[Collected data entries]
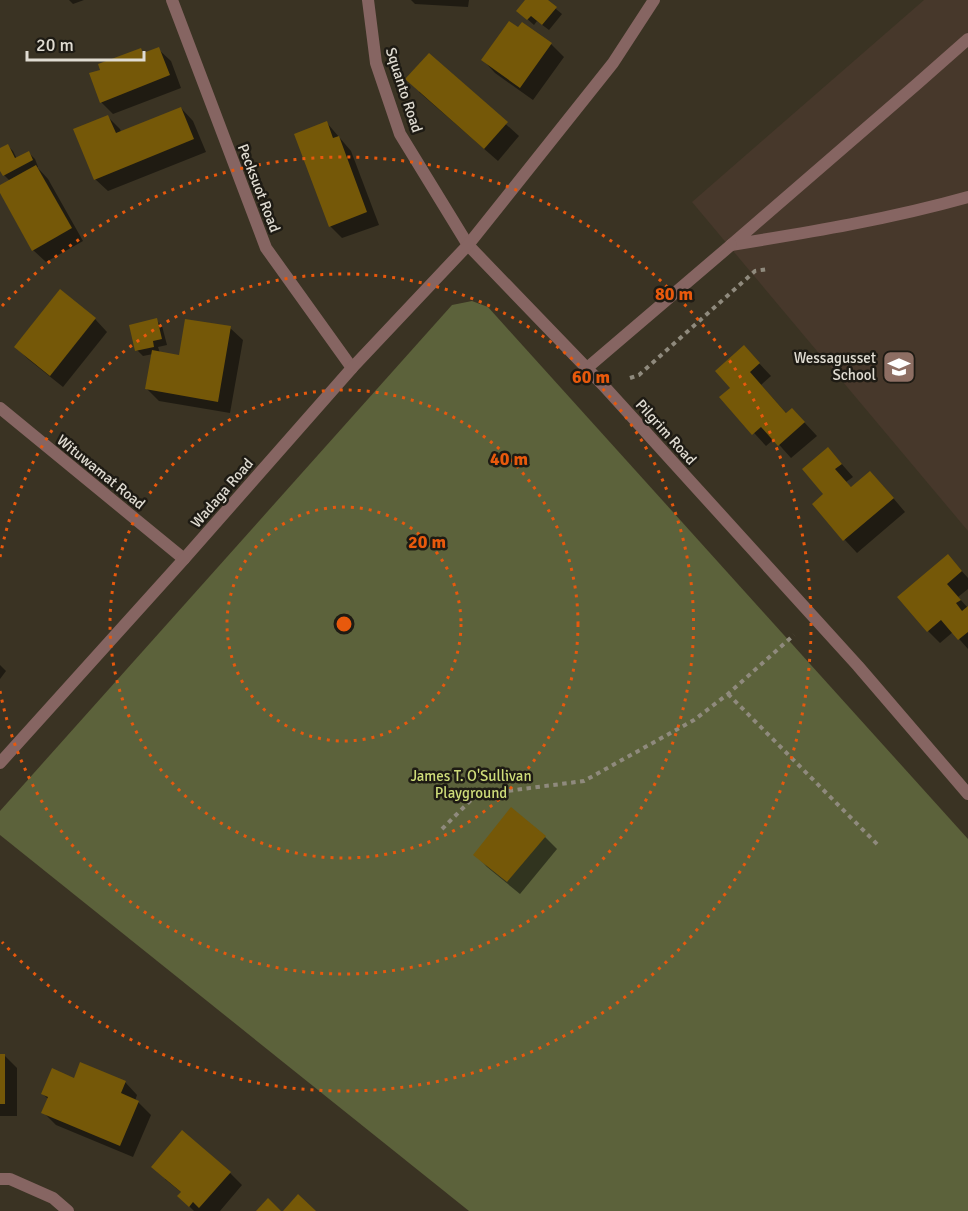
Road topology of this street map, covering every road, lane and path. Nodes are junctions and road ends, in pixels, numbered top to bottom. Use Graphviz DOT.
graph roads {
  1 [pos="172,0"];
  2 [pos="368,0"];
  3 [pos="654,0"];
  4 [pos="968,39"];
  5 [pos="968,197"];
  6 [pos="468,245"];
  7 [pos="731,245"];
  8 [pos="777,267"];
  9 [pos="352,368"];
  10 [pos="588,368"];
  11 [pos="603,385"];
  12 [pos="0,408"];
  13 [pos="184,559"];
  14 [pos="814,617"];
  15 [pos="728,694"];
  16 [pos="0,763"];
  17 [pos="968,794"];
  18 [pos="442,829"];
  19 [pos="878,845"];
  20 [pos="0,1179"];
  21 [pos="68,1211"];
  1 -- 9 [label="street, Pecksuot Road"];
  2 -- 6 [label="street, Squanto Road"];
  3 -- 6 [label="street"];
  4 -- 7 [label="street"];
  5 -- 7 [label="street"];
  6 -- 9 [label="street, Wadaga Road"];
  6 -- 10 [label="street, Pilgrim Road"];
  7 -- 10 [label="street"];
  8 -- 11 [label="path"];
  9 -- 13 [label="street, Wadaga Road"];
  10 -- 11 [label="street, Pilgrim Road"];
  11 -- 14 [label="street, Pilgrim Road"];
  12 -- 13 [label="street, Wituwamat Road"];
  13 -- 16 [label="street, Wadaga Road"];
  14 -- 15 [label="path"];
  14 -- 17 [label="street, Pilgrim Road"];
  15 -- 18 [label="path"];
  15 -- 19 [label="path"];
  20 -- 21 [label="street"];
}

Exercise objective >> Return, from the data, each line where the string "Pilgrim" occurs.

Exercise answer >>
  6 -- 10 [label="street, Pilgrim Road"];
  10 -- 11 [label="street, Pilgrim Road"];
  11 -- 14 [label="street, Pilgrim Road"];
  14 -- 17 [label="street, Pilgrim Road"];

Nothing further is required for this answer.